Riding more directly over the pedals is generally favoured by road racers, time triallists and triathletes. It encourages a lower position on the bike and prevents stress on the thigh muscles over long periods.
For example, the 73.5 degree seat tube angle of a medium Canyon Aeroad means ride more over the pedals than the 72.25 degree angle of a medium Canyon Grizl CF SLX.
Chainstay length is closely linked to the overall wheelbase (below) of a bike. Traditionally, race bikes featured shorter chainstays to keep their handling agile and reactive. The trend of wider tyres (for example 28 mm+) has paved the way for longer chainstays. It's up to the bike designers and engineers to find the perfect balance between comfort, versatility and agility.
The wheelbase is the distance between the hubs of both wheels. The longer the wheelbase, the more stable the ride. The Canyon Ultimate has a wheelbase of 1004 mm (size L) and will produce a more responsive ride than the Canyon Grizl, which has a wheelbase of 1050 mm (size L).
There's also an obvious wheelbase difference between road bikes and mountain bikes with the latter having a noticeably longer wheelbase for gnarly off-road riding.
Bottom bracket offset
Sometimes referred to as the 'bottom bracket drop' this particular measurement is handy for figuring out a bike's stability.
The bottom bracket offset is the distance between the horizontal line of the bottom bracket and the horizontal line between the wheel hubs.
A bigger offset means the bike has a lower centre of gravity. Cyclocross bikes, like the Canyon Inflite, have a lower offset number than an Canyon Aeroad because of the obstacles it must face on the course.
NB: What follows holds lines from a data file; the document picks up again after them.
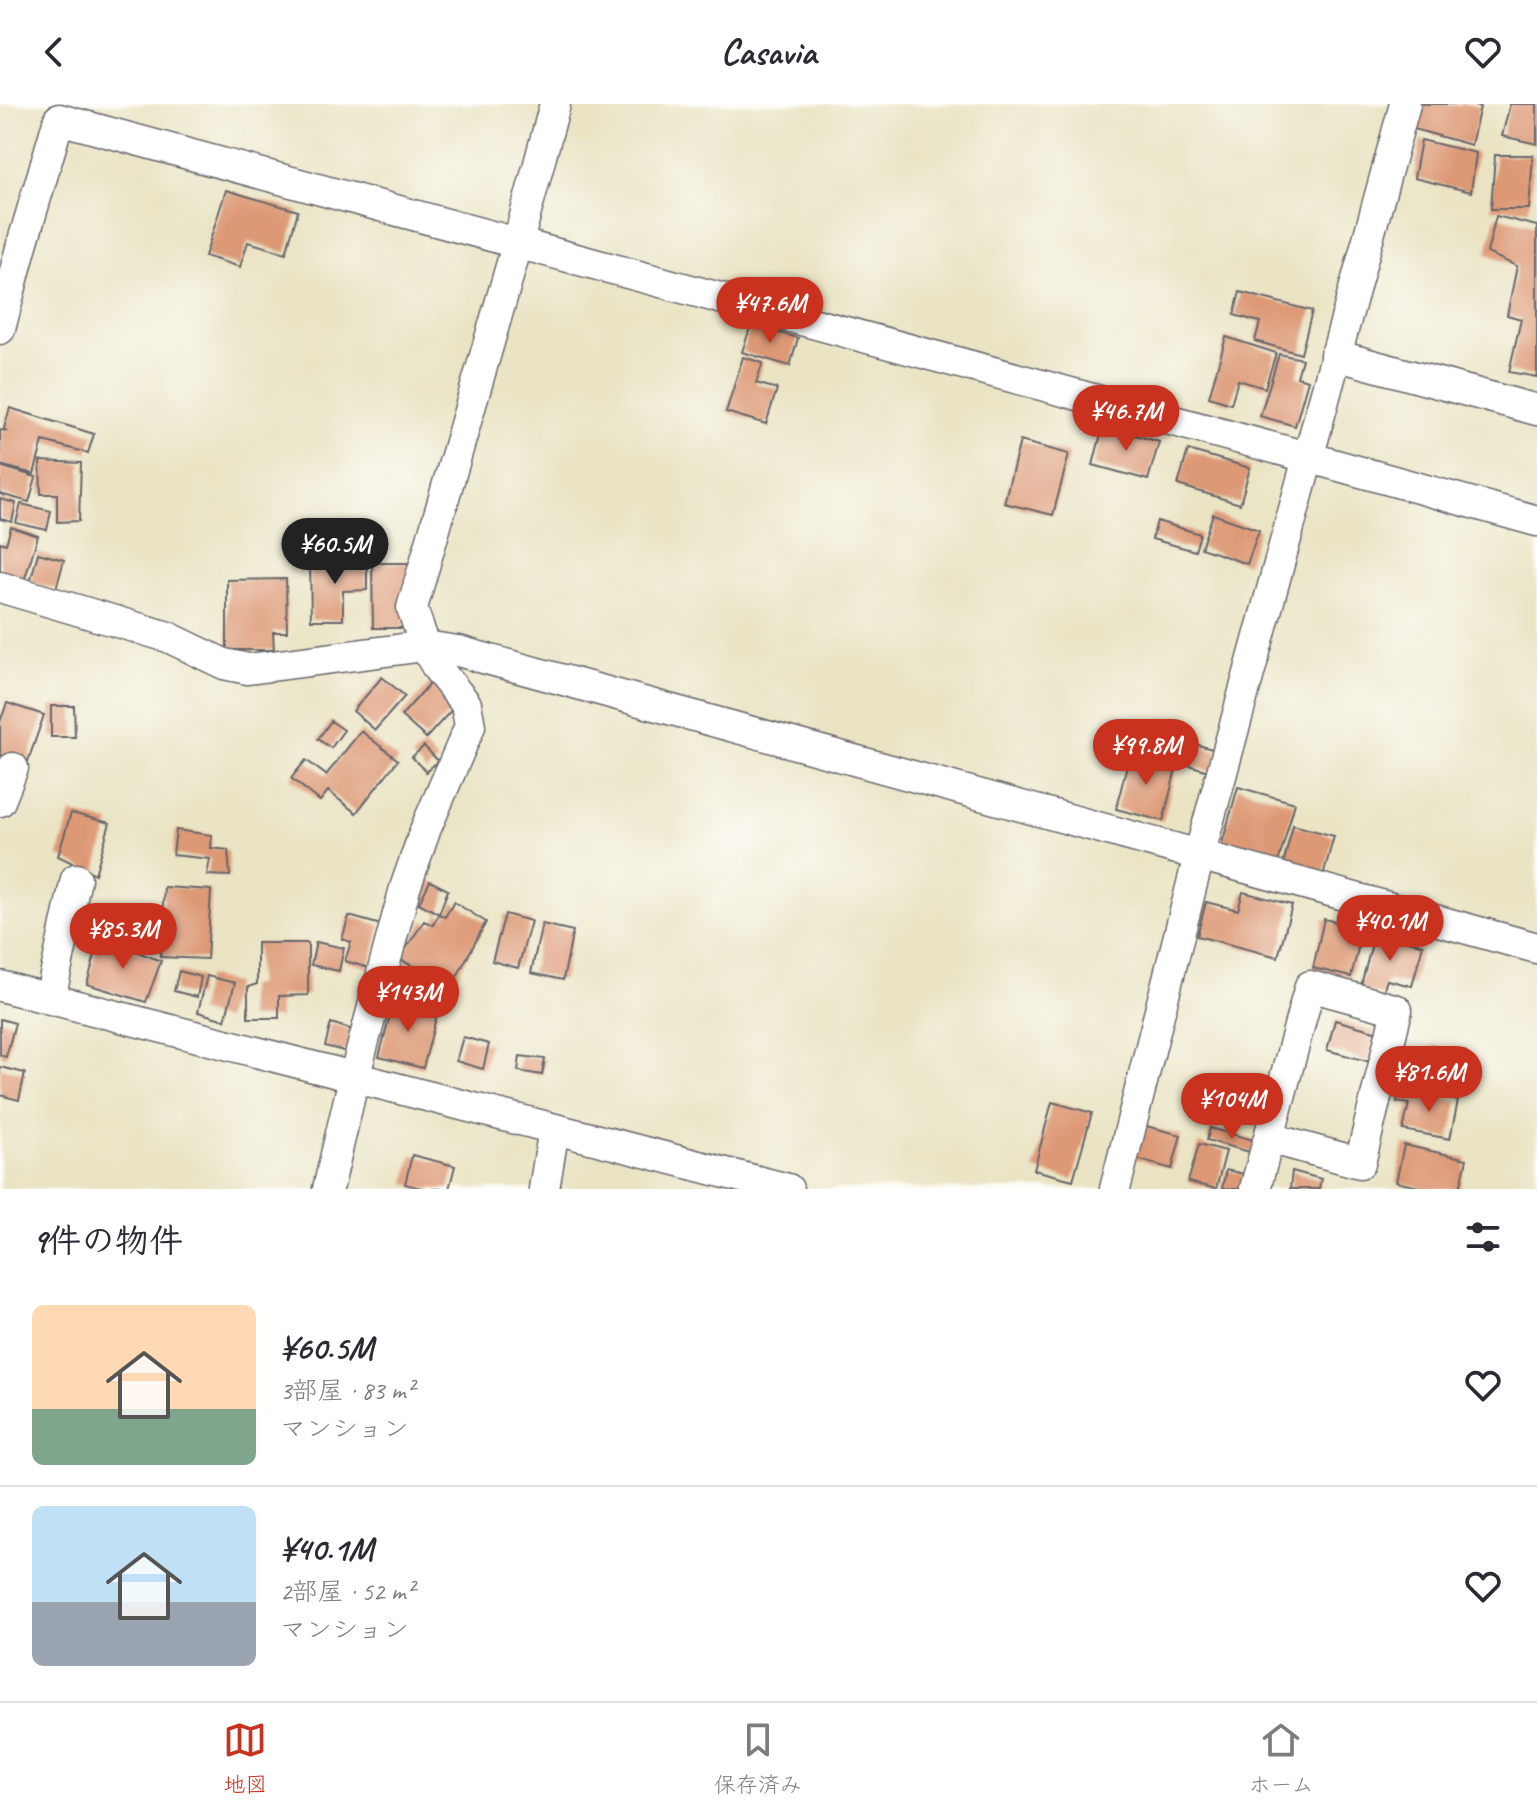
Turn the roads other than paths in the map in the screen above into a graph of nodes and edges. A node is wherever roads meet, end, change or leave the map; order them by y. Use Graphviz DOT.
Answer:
graph roads {
  1 [pos="555,104"];
  2 [pos="1405,104"];
  3 [pos="61,112"];
  4 [pos="518,242"];
  5 [pos="11,245"];
  6 [pos="0,329"];
  7 [pos="1335,355"];
  8 [pos="1537,410"];
  9 [pos="1307,457"];
  10 [pos="1537,521"];
  11 [pos="0,587"];
  12 [pos="425,646"];
  13 [pos="13,768"];
  14 [pos="0,801"];
  15 [pos="1199,856"];
  16 [pos="76,879"];
  17 [pos="1537,948"];
  18 [pos="0,986"];
  19 [pos="50,999"];
  20 [pos="354,1078"];
  21 [pos="554,1129"];
  22 [pos="1269,1138"];
  23 [pos="328,1189"];
  24 [pos="544,1189"];
  25 [pos="788,1189"];
  26 [pos="1115,1189"];
  27 [pos="1255,1189"];
  1 -- 4 [label="street"];
  2 -- 7 [label="street"];
  3 -- 4 [label="street"];
  3 -- 5 [label="street"];
  4 -- 9 [label="street"];
  4 -- 12 [label="street"];
  5 -- 6 [label="street"];
  7 -- 8 [label="street"];
  7 -- 9 [label="street"];
  9 -- 10 [label="street"];
  9 -- 15 [label="street"];
  11 -- 12 [label="street"];
  12 -- 15 [label="street"];
  12 -- 20 [label="street"];
  13 -- 14 [label="street"];
  15 -- 17 [label="street"];
  15 -- 26 [label="street"];
  16 -- 19 [label="street"];
  18 -- 19 [label="street"];
  19 -- 20 [label="street"];
  20 -- 21 [label="street"];
  20 -- 23 [label="street"];
  21 -- 24 [label="street"];
  21 -- 25 [label="street"];
  22 -- 22 [label="street"];
  22 -- 27 [label="street"];
}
Tyre clearance isn't generally found on geometry charts, however it's an important consideration for anyone buying a bike. Not only will it tell you which tyres are compatible with your bike's frame and fork, but you'll know a bit more about its capabilities.
A bike with rider tyre clearance will be suitable for more off-road pursuits compared to one with narrower clearance. Wider tyres increase comfort but also increase the rolling resistance, so you'll need to find your ideal balance.
Wider tyres have become more common since bikes with disc brakes became more mainstream. Because manufacturers don’t need to design around a brake caliper clamping the wheel’s rim.